* Task item
Answer with a bare number: the count of lines in the records below that have the word "every".

[Collected data]
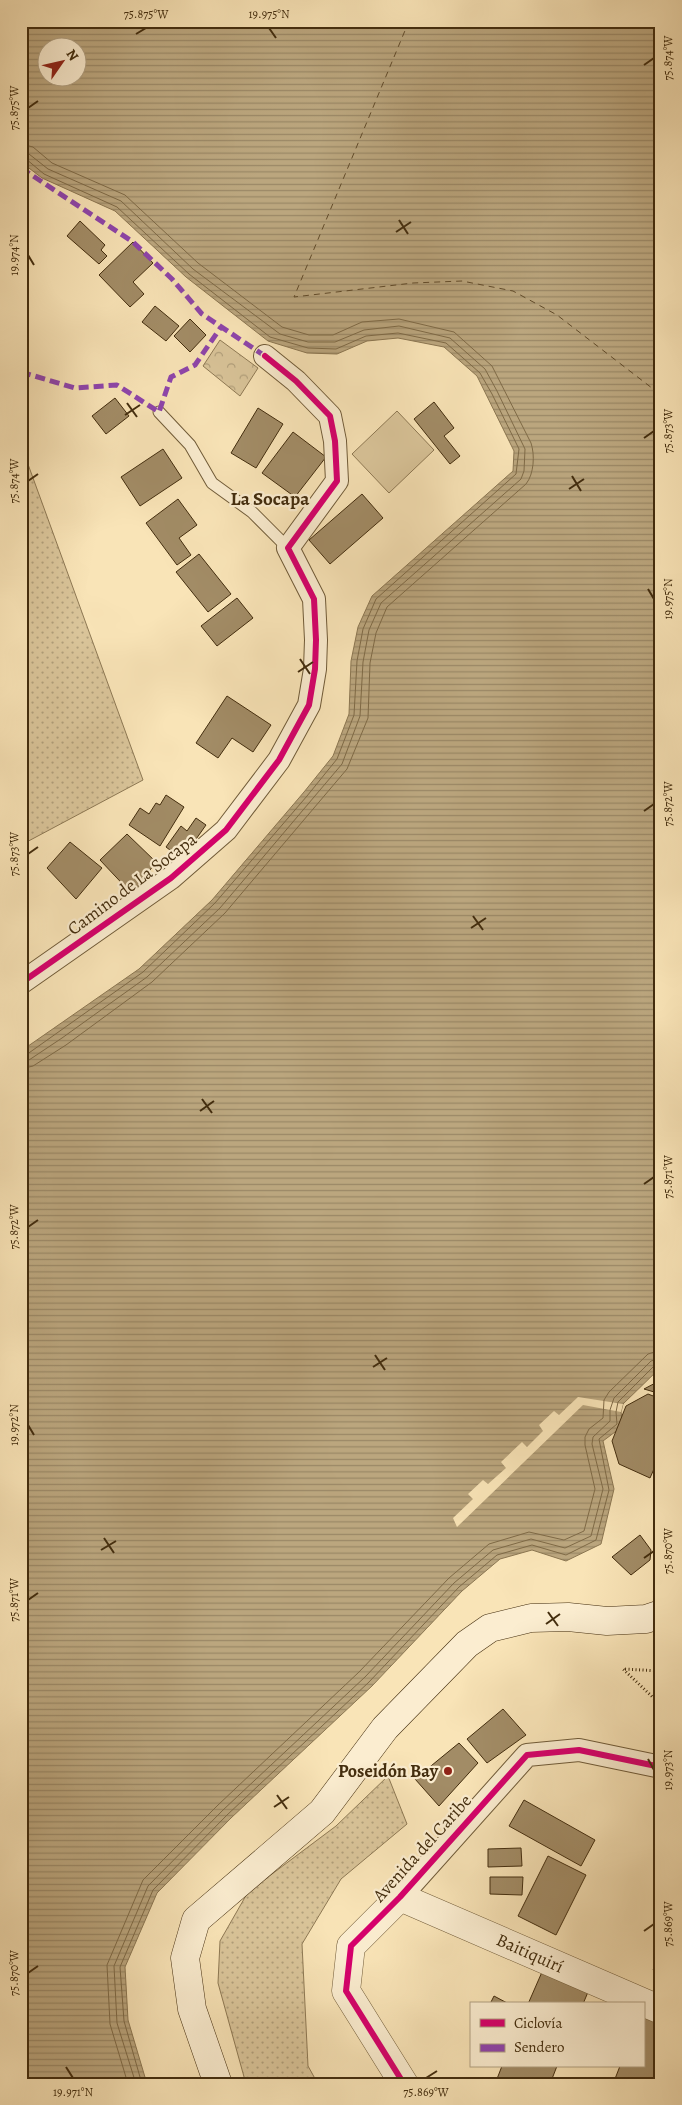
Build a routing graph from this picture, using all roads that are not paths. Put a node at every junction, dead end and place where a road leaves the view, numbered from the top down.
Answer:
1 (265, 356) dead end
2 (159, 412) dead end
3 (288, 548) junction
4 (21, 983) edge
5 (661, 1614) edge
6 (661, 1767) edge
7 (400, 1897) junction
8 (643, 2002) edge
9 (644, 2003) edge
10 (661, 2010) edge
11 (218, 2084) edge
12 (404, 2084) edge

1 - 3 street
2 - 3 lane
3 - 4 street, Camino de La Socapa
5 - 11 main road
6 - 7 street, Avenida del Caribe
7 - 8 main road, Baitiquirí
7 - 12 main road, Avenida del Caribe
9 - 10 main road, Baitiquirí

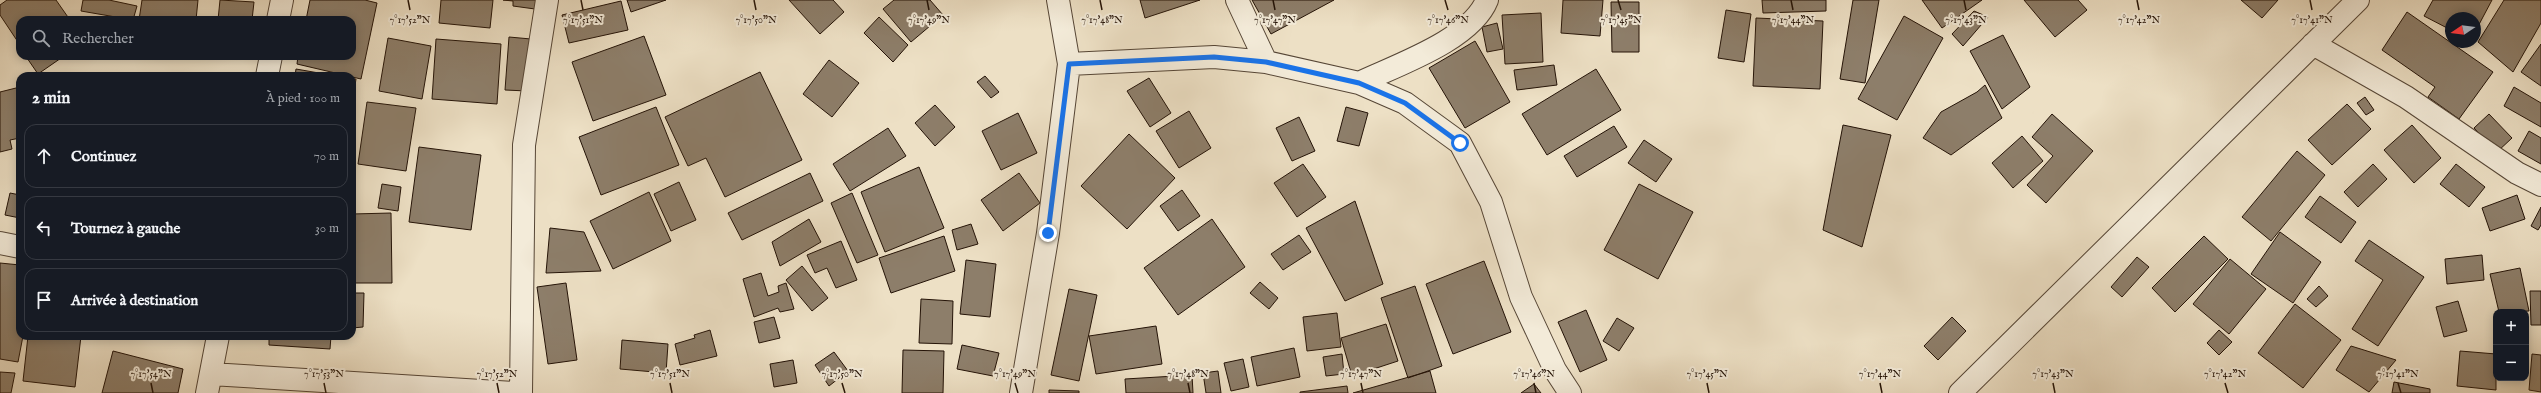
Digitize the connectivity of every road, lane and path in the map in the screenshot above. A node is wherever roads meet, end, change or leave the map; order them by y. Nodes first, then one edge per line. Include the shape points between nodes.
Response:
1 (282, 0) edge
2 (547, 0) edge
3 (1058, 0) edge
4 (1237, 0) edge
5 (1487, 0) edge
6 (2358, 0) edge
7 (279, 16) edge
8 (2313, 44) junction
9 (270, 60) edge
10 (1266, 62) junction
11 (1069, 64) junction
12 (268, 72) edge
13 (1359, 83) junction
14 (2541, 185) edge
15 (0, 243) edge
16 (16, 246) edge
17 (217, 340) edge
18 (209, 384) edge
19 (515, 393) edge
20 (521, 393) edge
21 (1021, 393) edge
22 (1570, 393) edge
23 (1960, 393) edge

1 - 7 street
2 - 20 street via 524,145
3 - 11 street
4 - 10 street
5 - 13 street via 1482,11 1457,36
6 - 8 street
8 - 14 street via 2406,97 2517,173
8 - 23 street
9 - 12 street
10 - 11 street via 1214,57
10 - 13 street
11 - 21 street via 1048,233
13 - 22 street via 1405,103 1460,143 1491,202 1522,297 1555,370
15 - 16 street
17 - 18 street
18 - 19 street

* Result of this task
2